O propósito desta resenha sobre a vida de Mandel não é somente reivindicar os argumentos e ações colocados por aqueles que fundaram o Comitê Internacional em 1953. A história, é claro, tem suas exigências. Mas o estudo do passado oferece seu maior tesouro na medida em que ele nos providencia lições das quais podemos fazer uso hoje. Portanto, nosso objetivo não é marcar pontos no placar partidário contra Ernest Mandel, nem mesmo colocar em dúvida a sinceridade de suas convicções socialistas.
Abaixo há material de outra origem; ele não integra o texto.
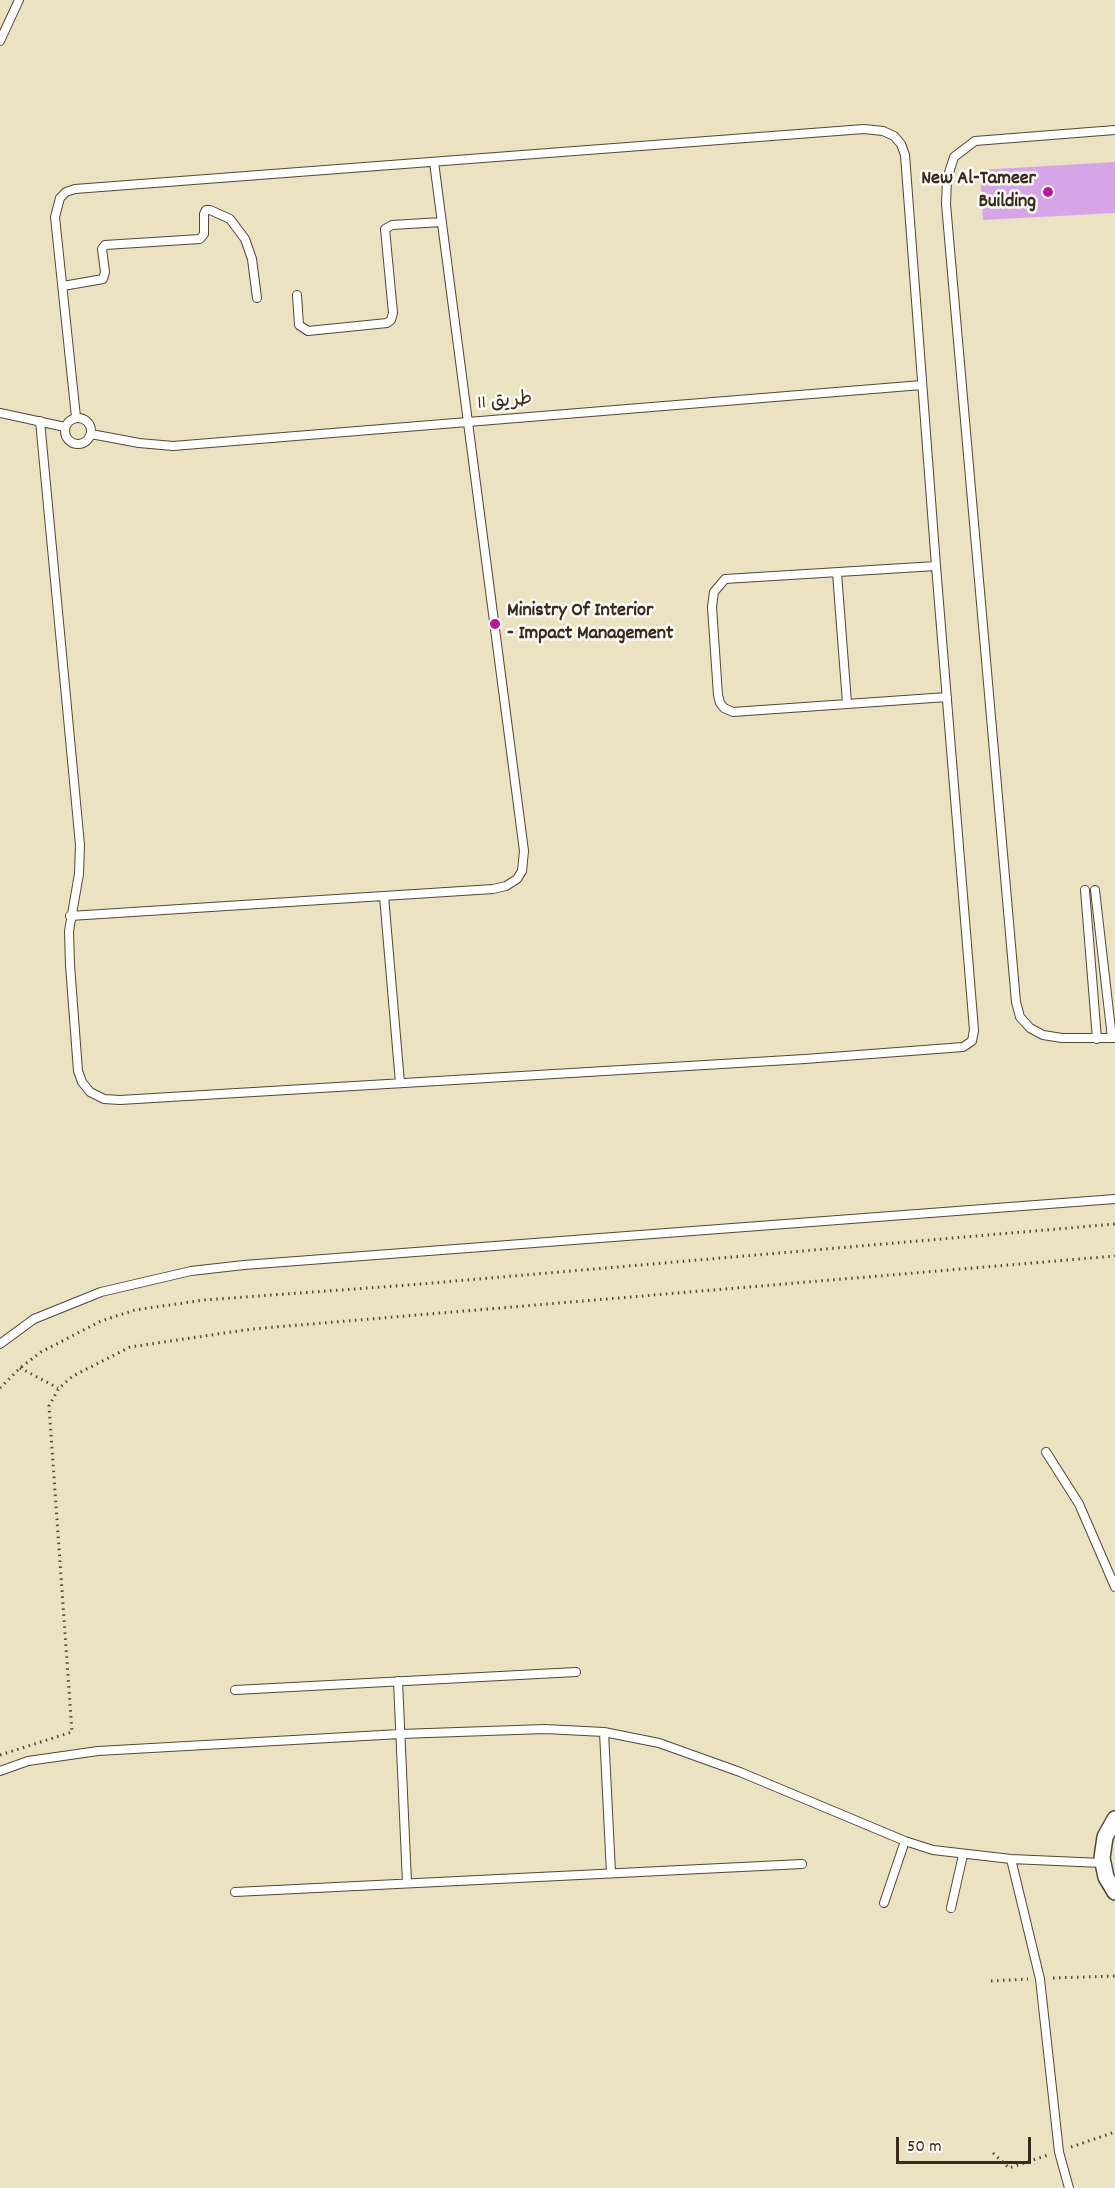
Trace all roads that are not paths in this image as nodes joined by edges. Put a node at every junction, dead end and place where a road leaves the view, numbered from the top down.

Nosso objetivo é, muito mais, procurar compreender, através de uma análise de sua vida, a duradoura significância política para a classe trabalhadora internacional das lutas que foram travadas dentro da IV Internacional.

Este objetivo deve ser colocado de forma mais enfática: “A duradoura significância política” não traz em si a urgência e relevância das questões políticas que preocuparam e preocupam a IV Internacional. Para os filisteus, as lutas dentro da IV Internacional não são mais do que rixas sectárias, sem importância para qualquer um que não seja diretamente envolvido nas disputas.

Não nos preocupamos minimamente com essa atitude de desprezo, que expressa a falência intelectual daqueles responsáveis pela formulação das políticas da burguesia. Só é preciso notar que as turbulências desta década chegaram completamente de surpresa para todos os dirigentes políticos dos grandes Estados capitalistas. Há menos de uma década atrás, nenhum deles anteciparia a queda dos regimes stalinistas na Europa do Leste, quanto mais a dissolução da União Soviética. Todos os grandes acontecimentos pegaram a burguesia internacional de surpresa. Ainda hoje, a burguesia não apresenta nenhuma compreensão coerente ou integrada dos processos históricos que fundamentaram as transformações políticas da última década. Ignorância e estupidez cumprem um papel que não é pequeno na formulação cotidiana da política de classe da burguesia.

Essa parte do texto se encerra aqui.